Standout leadership and communication skills are a definite plus. As a non-executive director, you're expected to collaborate effectively with the board, express your ideas clearly, and sometimes even lead the charge.

Thinking strategically is another essential trait. Non-executive directors are valued for their ability to contribute to the company's strategic direction and goals.

Don't forget, learning is a constant journey. Engaging in relevant training and seminars, obtaining professional qualifications, and continuous upskilling can strengthen your candidacy.

Networking is invaluable. Forge strong connections within your industry and seek out opportunities for board experience, perhaps by serving on a non-profit board.

Finally, strong interpersonal skills are key. As a non-executive director, you'll interact with various stakeholders and need to effectively communicate in board discussions.

Armed with these qualifications, you'll be well-prepared to contribute significantly as a non-executive director, effectively serving the company and its stakeholders. It's a demanding role, but with the right qualifications, you're ready to make a difference.

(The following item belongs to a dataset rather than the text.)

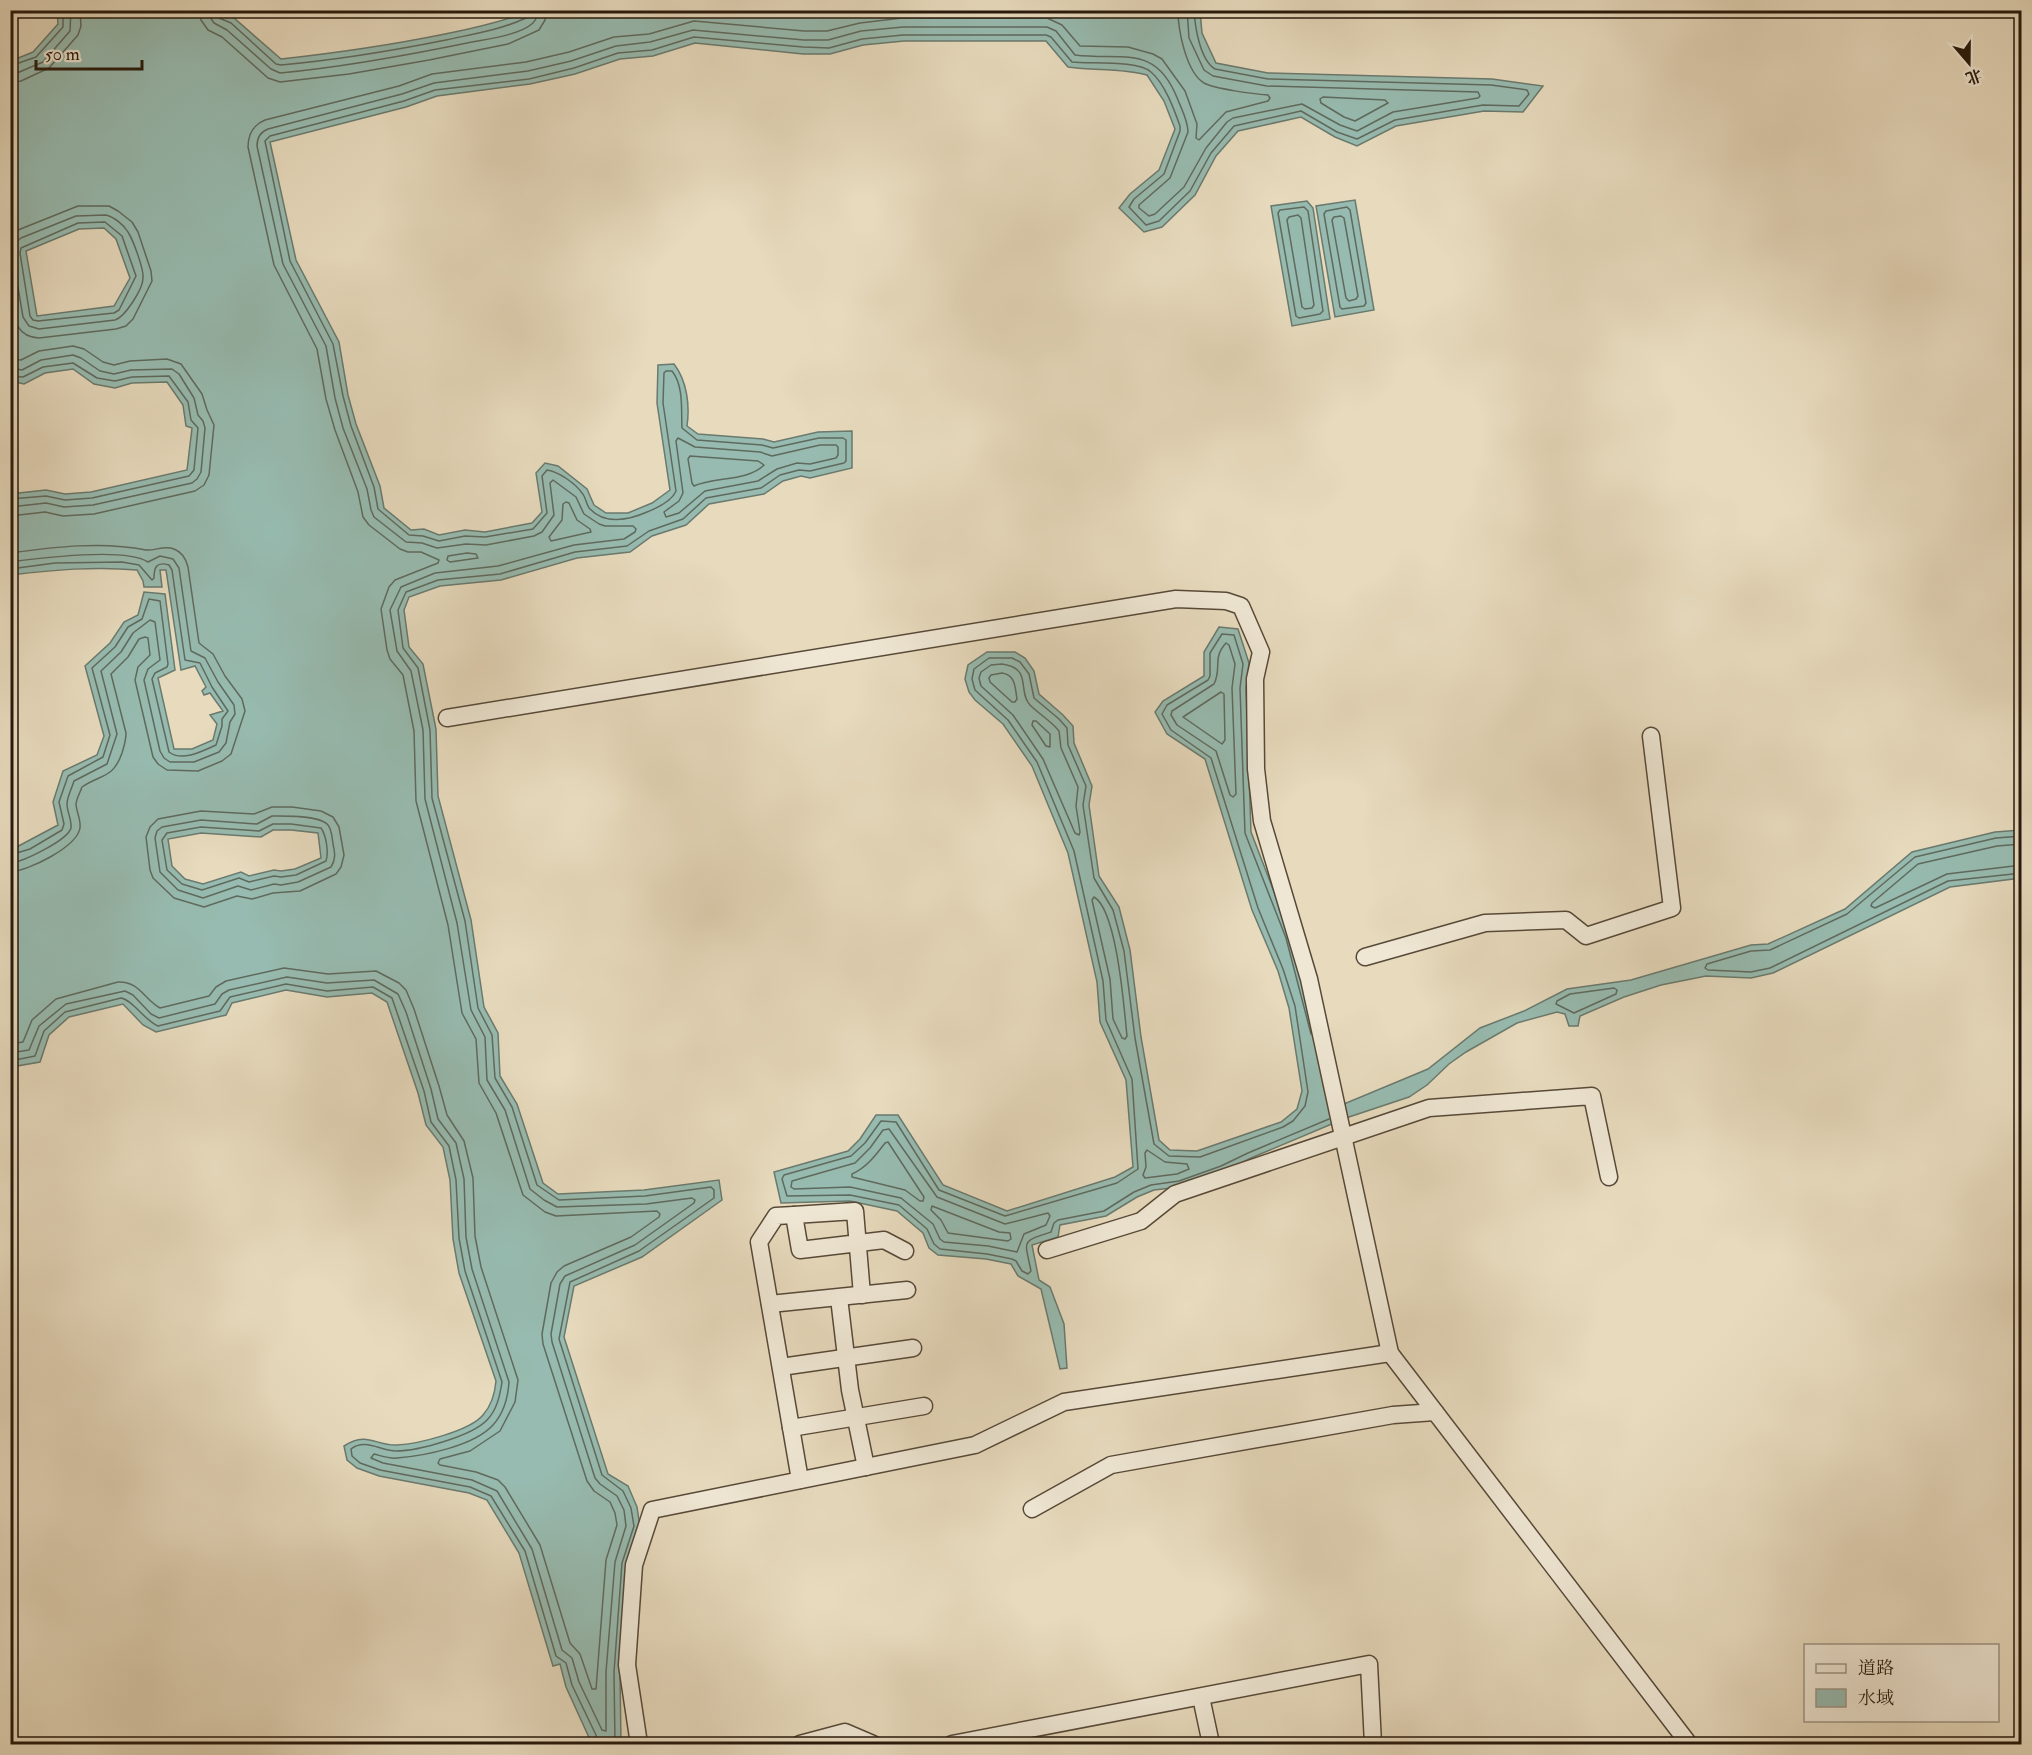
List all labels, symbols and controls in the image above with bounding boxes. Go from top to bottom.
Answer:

How To Excel as a Non-Executive Director in Singapore

Start by diving deep into the company's mission, vision, and objectives. Be well-versed with the industry's pulse, keeping an eye on industry trends and updates. Staying informed about legal or regulatory changes that might impact the company is also a must.

Nurture robust relationships with the executive directors and your fellow board members. Excellent communication is the heart of these relationships. You should be able to articulate your thoughts clearly and be willing to have those necessary challenging conversations.

Remember, it's not about confrontation but constructive dialogue. Don't shy away from holding executive directors accountable when needed and providing valuable feedback and guidance.

By embracing these strategies, you'll strengthen your role as a non-executive director, positioning yourself as an essential contributor to the company's success.

One more thing we can help with…

Why not check out our guide to income tax for directors and company owners in Singapore?

Step Inside the Boardroom

Taking on the role of a non-executive director in Singapore is a fulfilling journey, with opportunities to offer insights and guide a company towards its goals. With the right qualifications, robust industry connections, and strong communication skills, you're all set to excel in the role and make a significant impact.